If the crew never leave the plane, have they really entered the foreign country? What about if the crew leaves the plane, but not the airport? How do crews of international flights keep up with all of the visas they may need?
It all depends on the laws of the country that the crew is visiting. Some do and some don't. Many do unless they have a reciprocal agreement with the pilot's country, in which case they don't.
This would be a great question for a specific country pair, or even if you want to know the laws about a specific country (in which case we could give the actual requirements), but the best answer for a general question like this is "it depends".
In some cases, the crew isn't even required to clear customs unless they are leaving airport property. Other times they have to clear as soon as they land.

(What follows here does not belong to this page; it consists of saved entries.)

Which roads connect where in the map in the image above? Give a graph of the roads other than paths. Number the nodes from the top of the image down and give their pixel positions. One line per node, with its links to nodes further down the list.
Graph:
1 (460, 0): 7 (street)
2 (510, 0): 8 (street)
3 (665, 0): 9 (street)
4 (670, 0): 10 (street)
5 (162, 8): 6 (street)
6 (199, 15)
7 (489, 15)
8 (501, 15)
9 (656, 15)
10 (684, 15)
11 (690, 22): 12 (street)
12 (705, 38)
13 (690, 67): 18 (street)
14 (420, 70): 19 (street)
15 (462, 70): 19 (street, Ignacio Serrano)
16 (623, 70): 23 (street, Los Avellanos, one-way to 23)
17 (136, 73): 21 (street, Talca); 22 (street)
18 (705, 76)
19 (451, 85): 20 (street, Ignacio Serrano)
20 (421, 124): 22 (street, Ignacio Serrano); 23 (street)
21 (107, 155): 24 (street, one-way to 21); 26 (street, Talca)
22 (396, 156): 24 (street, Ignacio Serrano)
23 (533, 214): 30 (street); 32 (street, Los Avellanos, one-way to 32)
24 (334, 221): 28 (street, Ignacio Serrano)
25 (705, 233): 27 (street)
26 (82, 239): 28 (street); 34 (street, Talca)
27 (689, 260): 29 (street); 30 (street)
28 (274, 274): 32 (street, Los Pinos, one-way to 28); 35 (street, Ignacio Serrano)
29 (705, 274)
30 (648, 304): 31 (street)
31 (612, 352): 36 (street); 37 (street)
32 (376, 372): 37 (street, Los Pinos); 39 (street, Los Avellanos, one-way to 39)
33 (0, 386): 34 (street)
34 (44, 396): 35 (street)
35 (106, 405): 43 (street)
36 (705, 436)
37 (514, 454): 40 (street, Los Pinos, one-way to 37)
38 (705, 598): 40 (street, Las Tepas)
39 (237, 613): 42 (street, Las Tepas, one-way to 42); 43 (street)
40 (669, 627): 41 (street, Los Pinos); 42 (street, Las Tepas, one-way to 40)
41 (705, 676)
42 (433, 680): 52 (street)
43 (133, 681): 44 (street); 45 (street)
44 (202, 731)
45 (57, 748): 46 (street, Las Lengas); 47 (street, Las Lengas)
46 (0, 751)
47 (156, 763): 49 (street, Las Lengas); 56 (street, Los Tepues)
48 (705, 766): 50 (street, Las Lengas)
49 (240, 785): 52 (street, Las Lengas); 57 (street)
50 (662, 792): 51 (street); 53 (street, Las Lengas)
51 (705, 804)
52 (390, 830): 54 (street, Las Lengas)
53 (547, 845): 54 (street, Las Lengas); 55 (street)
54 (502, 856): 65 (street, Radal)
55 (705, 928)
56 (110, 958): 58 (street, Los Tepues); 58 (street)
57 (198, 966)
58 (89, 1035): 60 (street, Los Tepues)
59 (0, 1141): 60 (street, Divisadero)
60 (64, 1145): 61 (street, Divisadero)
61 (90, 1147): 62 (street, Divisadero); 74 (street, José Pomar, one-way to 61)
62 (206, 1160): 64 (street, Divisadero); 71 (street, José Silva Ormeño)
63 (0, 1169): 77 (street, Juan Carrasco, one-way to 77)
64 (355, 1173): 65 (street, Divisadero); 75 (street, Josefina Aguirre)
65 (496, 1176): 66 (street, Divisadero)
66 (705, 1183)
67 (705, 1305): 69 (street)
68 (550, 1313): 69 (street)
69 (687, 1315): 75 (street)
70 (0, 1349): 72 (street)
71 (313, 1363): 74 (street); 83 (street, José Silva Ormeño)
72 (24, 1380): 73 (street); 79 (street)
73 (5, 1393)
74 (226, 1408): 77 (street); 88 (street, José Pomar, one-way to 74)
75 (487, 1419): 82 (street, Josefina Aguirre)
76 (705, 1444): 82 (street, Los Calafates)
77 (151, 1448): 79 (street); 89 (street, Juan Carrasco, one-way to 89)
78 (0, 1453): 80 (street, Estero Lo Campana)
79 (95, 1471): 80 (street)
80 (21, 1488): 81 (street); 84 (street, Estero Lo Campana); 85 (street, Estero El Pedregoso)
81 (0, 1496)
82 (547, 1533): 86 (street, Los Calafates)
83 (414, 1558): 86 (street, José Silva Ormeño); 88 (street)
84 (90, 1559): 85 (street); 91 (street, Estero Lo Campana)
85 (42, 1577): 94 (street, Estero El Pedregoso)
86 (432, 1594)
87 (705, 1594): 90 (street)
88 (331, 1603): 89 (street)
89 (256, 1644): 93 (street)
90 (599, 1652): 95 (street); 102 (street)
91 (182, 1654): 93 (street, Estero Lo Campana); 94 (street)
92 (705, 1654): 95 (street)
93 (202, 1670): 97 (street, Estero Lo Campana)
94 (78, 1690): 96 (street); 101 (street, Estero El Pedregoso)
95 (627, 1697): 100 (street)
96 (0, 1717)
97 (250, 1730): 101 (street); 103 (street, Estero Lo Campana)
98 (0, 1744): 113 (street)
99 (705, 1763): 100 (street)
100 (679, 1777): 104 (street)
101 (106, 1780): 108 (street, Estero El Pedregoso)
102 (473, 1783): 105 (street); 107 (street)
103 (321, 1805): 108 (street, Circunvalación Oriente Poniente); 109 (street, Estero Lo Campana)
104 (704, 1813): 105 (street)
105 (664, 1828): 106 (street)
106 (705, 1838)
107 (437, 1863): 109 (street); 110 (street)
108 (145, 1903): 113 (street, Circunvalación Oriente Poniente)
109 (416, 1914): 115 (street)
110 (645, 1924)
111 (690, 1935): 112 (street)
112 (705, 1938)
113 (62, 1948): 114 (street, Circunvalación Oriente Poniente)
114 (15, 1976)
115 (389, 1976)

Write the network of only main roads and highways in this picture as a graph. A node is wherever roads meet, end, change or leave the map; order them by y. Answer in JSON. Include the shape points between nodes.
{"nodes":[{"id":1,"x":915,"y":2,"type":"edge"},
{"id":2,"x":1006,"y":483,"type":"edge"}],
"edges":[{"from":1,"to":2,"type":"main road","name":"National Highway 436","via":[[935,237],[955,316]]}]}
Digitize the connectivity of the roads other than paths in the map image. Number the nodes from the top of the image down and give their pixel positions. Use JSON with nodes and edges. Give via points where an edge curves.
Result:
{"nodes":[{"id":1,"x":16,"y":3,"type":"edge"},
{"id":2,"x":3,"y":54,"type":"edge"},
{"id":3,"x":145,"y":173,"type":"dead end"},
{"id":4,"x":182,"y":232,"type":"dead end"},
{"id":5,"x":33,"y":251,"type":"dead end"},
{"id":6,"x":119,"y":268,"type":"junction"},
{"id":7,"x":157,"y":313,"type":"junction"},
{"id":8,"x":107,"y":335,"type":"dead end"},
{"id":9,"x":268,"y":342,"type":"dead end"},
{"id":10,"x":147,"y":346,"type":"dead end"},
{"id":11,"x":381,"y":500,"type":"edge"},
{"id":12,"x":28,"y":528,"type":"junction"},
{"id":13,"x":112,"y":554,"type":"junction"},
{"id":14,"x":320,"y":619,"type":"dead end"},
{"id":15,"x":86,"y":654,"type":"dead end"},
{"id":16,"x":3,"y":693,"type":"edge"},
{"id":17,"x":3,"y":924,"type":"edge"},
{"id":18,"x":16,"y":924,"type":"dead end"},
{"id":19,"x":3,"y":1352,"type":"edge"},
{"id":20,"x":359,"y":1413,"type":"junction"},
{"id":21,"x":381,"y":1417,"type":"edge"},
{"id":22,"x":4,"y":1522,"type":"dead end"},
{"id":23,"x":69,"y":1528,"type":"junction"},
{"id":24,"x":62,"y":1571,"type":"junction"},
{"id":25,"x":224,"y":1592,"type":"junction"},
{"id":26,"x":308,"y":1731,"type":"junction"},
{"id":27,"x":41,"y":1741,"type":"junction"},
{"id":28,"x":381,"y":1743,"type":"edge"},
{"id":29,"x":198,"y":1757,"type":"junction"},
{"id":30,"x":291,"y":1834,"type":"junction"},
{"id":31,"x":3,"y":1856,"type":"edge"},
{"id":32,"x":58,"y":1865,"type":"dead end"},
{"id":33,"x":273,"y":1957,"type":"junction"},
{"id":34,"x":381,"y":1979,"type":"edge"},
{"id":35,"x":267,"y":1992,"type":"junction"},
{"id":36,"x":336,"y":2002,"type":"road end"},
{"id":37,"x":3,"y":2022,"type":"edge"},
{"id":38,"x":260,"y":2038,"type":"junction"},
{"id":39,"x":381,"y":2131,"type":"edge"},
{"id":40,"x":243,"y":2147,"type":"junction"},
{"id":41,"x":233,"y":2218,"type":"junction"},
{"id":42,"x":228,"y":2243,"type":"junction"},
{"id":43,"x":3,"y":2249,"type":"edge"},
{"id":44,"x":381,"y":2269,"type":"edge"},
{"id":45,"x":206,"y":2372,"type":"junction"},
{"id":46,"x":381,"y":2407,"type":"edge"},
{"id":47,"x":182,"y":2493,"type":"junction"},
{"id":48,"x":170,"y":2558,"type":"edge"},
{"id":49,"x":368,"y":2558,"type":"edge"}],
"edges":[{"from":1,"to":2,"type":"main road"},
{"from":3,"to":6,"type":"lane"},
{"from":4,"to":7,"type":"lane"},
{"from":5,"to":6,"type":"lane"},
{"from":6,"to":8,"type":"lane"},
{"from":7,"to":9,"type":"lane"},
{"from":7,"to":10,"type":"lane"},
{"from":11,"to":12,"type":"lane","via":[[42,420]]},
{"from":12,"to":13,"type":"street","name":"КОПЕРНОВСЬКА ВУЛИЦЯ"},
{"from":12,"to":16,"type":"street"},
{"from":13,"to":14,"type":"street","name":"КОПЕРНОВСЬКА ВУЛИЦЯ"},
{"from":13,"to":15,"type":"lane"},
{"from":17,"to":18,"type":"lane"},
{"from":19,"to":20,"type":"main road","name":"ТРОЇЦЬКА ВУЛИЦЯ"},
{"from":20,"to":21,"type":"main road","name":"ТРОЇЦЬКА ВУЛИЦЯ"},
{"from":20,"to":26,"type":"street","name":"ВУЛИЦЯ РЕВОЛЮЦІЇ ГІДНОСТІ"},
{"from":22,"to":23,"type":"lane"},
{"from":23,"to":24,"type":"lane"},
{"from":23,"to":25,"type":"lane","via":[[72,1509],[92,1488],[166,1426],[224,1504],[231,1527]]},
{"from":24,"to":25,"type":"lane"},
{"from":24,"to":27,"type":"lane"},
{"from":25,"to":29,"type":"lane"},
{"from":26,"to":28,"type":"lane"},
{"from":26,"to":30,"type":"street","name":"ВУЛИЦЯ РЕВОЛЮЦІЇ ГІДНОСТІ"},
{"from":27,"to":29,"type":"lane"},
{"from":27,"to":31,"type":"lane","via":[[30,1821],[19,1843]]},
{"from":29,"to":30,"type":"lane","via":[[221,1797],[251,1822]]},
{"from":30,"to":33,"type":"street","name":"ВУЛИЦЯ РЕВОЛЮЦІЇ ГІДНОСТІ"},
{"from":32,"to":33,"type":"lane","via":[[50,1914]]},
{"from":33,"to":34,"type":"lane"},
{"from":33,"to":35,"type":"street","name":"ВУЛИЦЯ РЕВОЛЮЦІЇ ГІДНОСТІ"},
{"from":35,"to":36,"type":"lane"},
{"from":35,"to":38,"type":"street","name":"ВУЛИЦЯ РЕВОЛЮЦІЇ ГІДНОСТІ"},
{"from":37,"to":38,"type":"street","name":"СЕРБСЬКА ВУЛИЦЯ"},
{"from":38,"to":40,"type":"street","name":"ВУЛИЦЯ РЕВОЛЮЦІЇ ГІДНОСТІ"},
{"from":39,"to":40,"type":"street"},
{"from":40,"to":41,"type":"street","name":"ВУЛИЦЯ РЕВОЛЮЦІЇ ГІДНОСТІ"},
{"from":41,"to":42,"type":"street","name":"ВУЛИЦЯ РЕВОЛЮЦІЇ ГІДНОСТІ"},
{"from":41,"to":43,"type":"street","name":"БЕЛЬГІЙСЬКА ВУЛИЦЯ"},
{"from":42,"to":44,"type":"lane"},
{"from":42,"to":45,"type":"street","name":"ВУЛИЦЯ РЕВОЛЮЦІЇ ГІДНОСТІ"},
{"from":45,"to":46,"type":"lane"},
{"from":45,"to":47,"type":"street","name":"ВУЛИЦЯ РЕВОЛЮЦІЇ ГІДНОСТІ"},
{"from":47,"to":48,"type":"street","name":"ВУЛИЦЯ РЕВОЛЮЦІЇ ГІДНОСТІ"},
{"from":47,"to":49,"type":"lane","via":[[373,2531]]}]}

Part of qualifying for a route with the airlines is making sure that you have the required visas. Having two passports help a lot in getting multiple visas, because they can keep flying internationally while the visa application is in process.
Addressing the "If the crew never leave the plane, have they really entered the foreign country?" question only -- yes.
I've done numerous turns to Canada, Mexico and the Bahamas where we just drop off passengers, pick up the next load and fly back to the US (specifically IAH or EWR in my case). When you get back to the US, you will go through customs unless the station you did the turn at is a pre-clearance station (e.g. passengers go through US customs before boarding). There are no pre-clearance stations in Mexico that I know of, but Canada has many and there are also a few in Europe. My experience is all in scheduled part-121 operations, and this may vary for other operations.
If you get off the plane during the turn (aside from pre-flight duties) then you get to go through the local customs, immigration and security screening to get back on your plane. This was quite painful in airports like Montreal where the walk to customs and back to the plane can be quite long.